He’s been called the greatest batsman in the world. Now, going on 35, he’s about to head off to England to defend the Ashes trophy. He’s Justin Langer, and he sat down with Investigate’s Sport Editor, JAKE RYAN, to share the secrets behind his training, life on tour, and why we’ll shut out England
INVESTIGATE: How do you rate the new breed of Poms?
LANGER: To be honest, they are a very similar side to the last time we played them. They do however have a few new players that add strength to their squad. Strauss is a good player. I played with him at Middlesex, and he possesses great character and a strong will to succeed. He is also an excellent person, and I think that when you put people with strong character into your side, it only makes it stronger.
Flintoff is also a good player. I don’t know him personally, but he is aggressive and has a go so we will have to watch him.
I think we need to put them under a great deal of pressure early. There are definitely some old scars there, and if we can get on top early and apply the blowtorch, then hopefully we can open them up again.
INVESTIGATE: How’s it feel to get a bit of a break between New Zealand and the Ashes, and what do you get up to?
LANGER: It’s extremely important to get some time off from playing and traveling and get home to refresh. During the season you just work on trying to maintain fitness, but with the break you can really build on it and set yourself up for another big year. It’s a good chance to help the back out by doing some Pilates and yoga, and really test the back out as during the season you can’t do that – you have to tip-toe around it – and make sure you’re not pushing it to hard in case you miss matches. It’s also a good time for development. Doing some strong work in the nets, and trying a few things you don’t get a chance to do during the year.
It’s a great time just to spend with family. I’m away anywhere between six and eight months a year, so I cherish the time to spend with my wife and kids. I like to do the normal things I miss out on, like making the kids brekkie, putting them to bed at night, taking them for a holiday. A lot of people take these things for granted but they are very important to me.
INVESTIGATE: How serious was the back injury that you suffered going into the Boxing Day test?
LANGER: I did it at training three days before the start. I bent down to pick up a footy in the warm up, and I couldn’t get back up. I couldn’t walk, and I thought, jeez, this could be it. I’m very lucky we had a great physio, and from the outset I was absolutely committed to play. It taught me a valuable lesson, that if you have an absolute ruthless attitude and totally commit to something, you can overcome anything. I got worked on for sixteen hours a day for three days, and probably had a five per cent chance of playing. [Pakistan’s] skipper, Inzaman Ul Haq, pulled out with a back injury, and I was determined to
show him up.
I still look at Steve Waugh four years ago when he played his last test in England with a seven-centimetre tear in his calf. It was one of the most phenomenal efforts I have seen, and just shows that if you have the right attitude, you’re desperate, and you have great support, you can overcome the pain and get out there and play.
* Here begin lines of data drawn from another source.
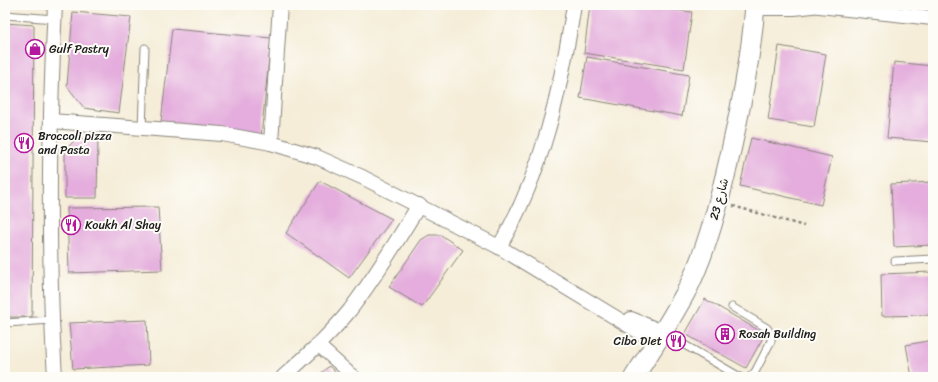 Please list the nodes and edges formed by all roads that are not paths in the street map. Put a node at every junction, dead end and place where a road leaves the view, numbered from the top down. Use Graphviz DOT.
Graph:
graph roads {
  1 [pos="280,5"];
  2 [pos="574,5"];
  3 [pos="811,5"];
  4 [pos="755,6"];
  5 [pos="54,12"];
  6 [pos="5,15"];
  7 [pos="933,18"];
  8 [pos="145,48"];
  9 [pos="51,121"];
  10 [pos="142,128"];
  11 [pos="271,143"];
  12 [pos="419,205"];
  13 [pos="499,247"];
  14 [pos="933,259"];
  15 [pos="895,261"];
  16 [pos="732,307"];
  17 [pos="52,320"];
  18 [pos="5,323"];
  19 [pos="659,337"];
  20 [pos="318,345"];
  21 [pos="56,377"];
  22 [pos="283,377"];
  23 [pos="350,377"];
  24 [pos="358,377"];
  25 [pos="634,377"];
  26 [pos="740,377"];
  27 [pos="750,377"];
  1 -- 11 [label="street"];
  2 -- 13 [label="street"];
  3 -- 4 [label="street"];
  3 -- 7 [label="street"];
  4 -- 19 [label="street, شارع 23"];
  5 -- 6 [label="lane"];
  5 -- 9 [label="street"];
  8 -- 10 [label="lane"];
  9 -- 10 [label="street"];
  9 -- 17 [label="street"];
  10 -- 11 [label="street"];
  11 -- 12 [label="street"];
  12 -- 13 [label="street"];
  12 -- 20 [label="street"];
  13 -- 19 [label="street"];
  14 -- 15 [label="lane"];
  16 -- 27 [label="lane"];
  17 -- 18 [label="lane"];
  17 -- 21 [label="street"];
  19 -- 25 [label="street, شارع 23"];
  19 -- 26 [label="lane"];
  20 -- 22 [label="street"];
  20 -- 23 [label="lane"];
  20 -- 24 [label="lane"];
} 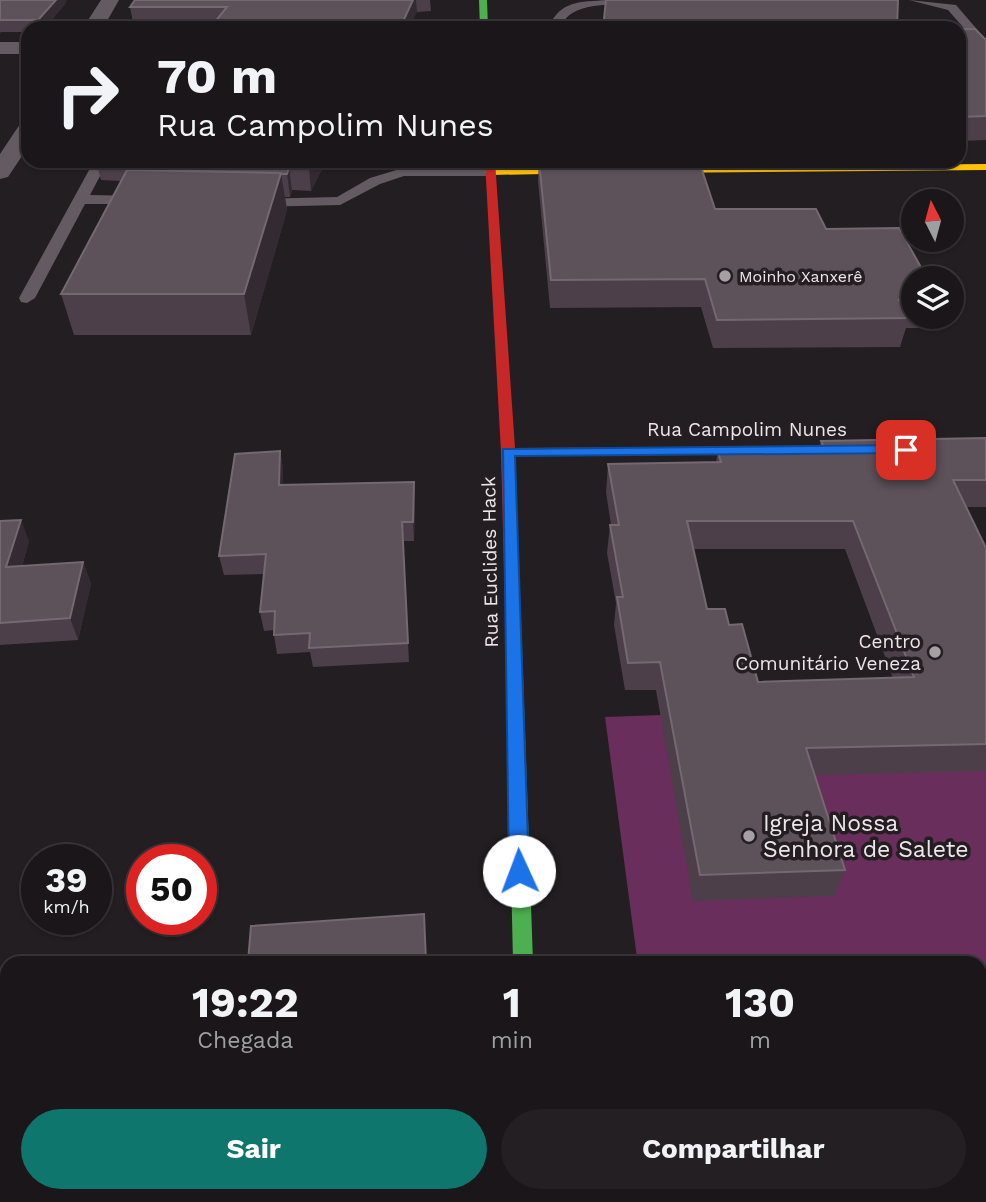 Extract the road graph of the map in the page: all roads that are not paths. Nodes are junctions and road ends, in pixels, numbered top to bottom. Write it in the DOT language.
graph roads {
  1 [pos="110,0"];
  2 [pos="483,0"];
  3 [pos="914,0"];
  4 [pos="656,1"];
  5 [pos="97,21"];
  6 [pos="484,21"];
  7 [pos="557,21"];
  8 [pos="964,21"];
  9 [pos="966,23"];
  10 [pos="966,39"];
  11 [pos="0,48"];
  12 [pos="21,48"];
  13 [pos="21,140"];
  14 [pos="966,167"];
  15 [pos="986,167"];
  16 [pos="97,168"];
  17 [pos="429,168"];
  18 [pos="490,168"];
  19 [pos="534,168"];
  20 [pos="867,168"];
  21 [pos="628,170"];
  22 [pos="601,171"];
  23 [pos="0,172"];
  24 [pos="80,199"];
  25 [pos="160,201"];
  26 [pos="240,203"];
  27 [pos="27,298"];
  28 [pos="890,450"];
  29 [pos="508,452"];
  30 [pos="523,956"];
  1 -- 5 [label="street"];
  2 -- 6 [label="main road"];
  3 -- 8 [label="lane"];
  4 -- 7 [label="lane"];
  9 -- 10 [label="lane"];
  11 -- 12 [label="street"];
  13 -- 23 [label="street"];
  14 -- 15 [label="main road"];
  16 -- 24 [label="lane"];
  17 -- 26 [label="lane"];
  18 -- 29 [label="main road, Rua Euclides Hack"];
  19 -- 22 [label="main road"];
  20 -- 21 [label="main road"];
  24 -- 25 [label="lane"];
  24 -- 27 [label="lane"];
  28 -- 29 [label="main road, Rua Campolim Nunes"];
  29 -- 30 [label="main road, Rua Euclides Hack"];
} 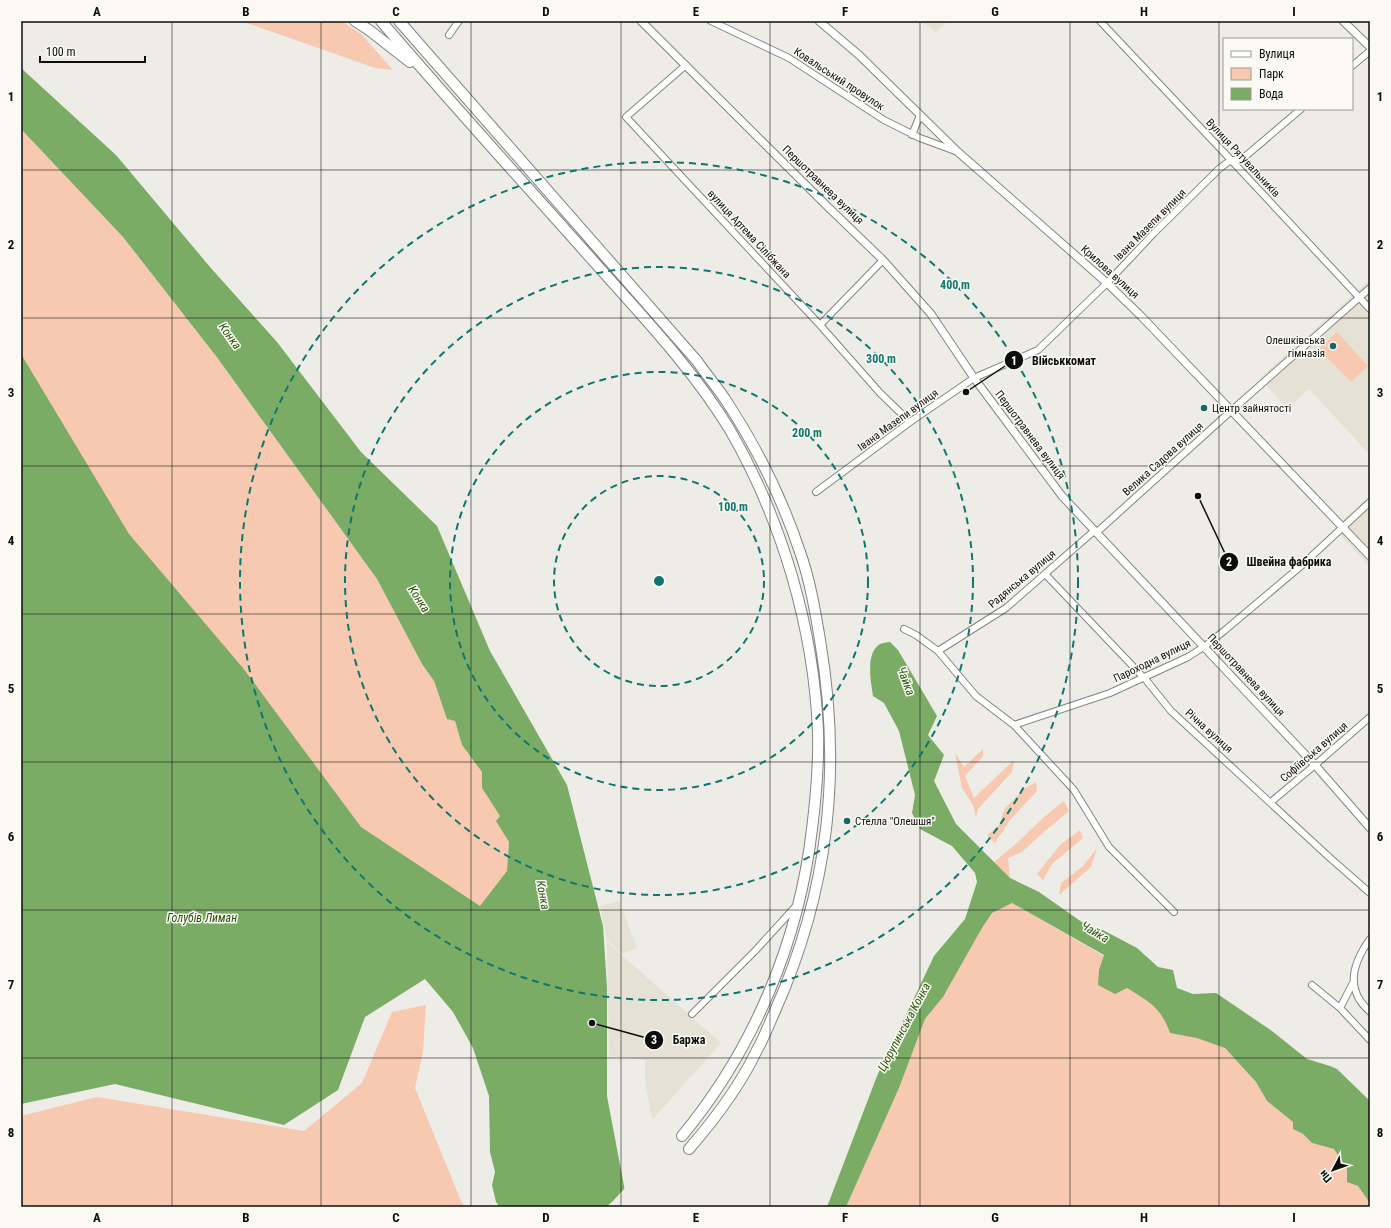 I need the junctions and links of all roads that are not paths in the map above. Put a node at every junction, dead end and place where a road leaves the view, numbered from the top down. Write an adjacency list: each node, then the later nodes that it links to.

INVESTIGATE: You have captained a few of the sides you have played in, including the Australia A Side. How big an honour is it?
LANGER: Yeah, it’s a massive honor to captain an Australian side, and I was very privileged to do so, however I hold the West Australian captaincy right there beside it, and am very proud to have been bestowed such an honor. I also captained Middlesex in England and that was fantastic as there is a lot of prestige and tradition surrounding the county clubs.
Another honor that I hold up beside the captaincies is that I now do the team song in the Aussie team. It’s a tradition that has been handed down from Geoff Marsh, to Ian Healy, to Merv Hughes, to Ricky Ponting and when Rick got the captaincy he handed it down to me. A lot of people might think it’s a bit of a wank, but it’s a very special thing amongst the boys involved, and I’m very proud of being able to do it.
INVESTIGATE: You’re turning 35 this year and still playing amazing cricket. Have you had any thoughts about when you’re going to give it away?
LANGER: Of course I’ve thought about it, yeah. I mean, I am 34, but I can honestly say that I’m enjoying my cricket more now than at any other time in my career. I have been around for a long time now and virtually seen it all, so I no longer have any fears or doubts about my batting. I have no fear about different situations, different bowlers, and that’s a great feeling to head out to the middle with a clear mind, and without fear of failure.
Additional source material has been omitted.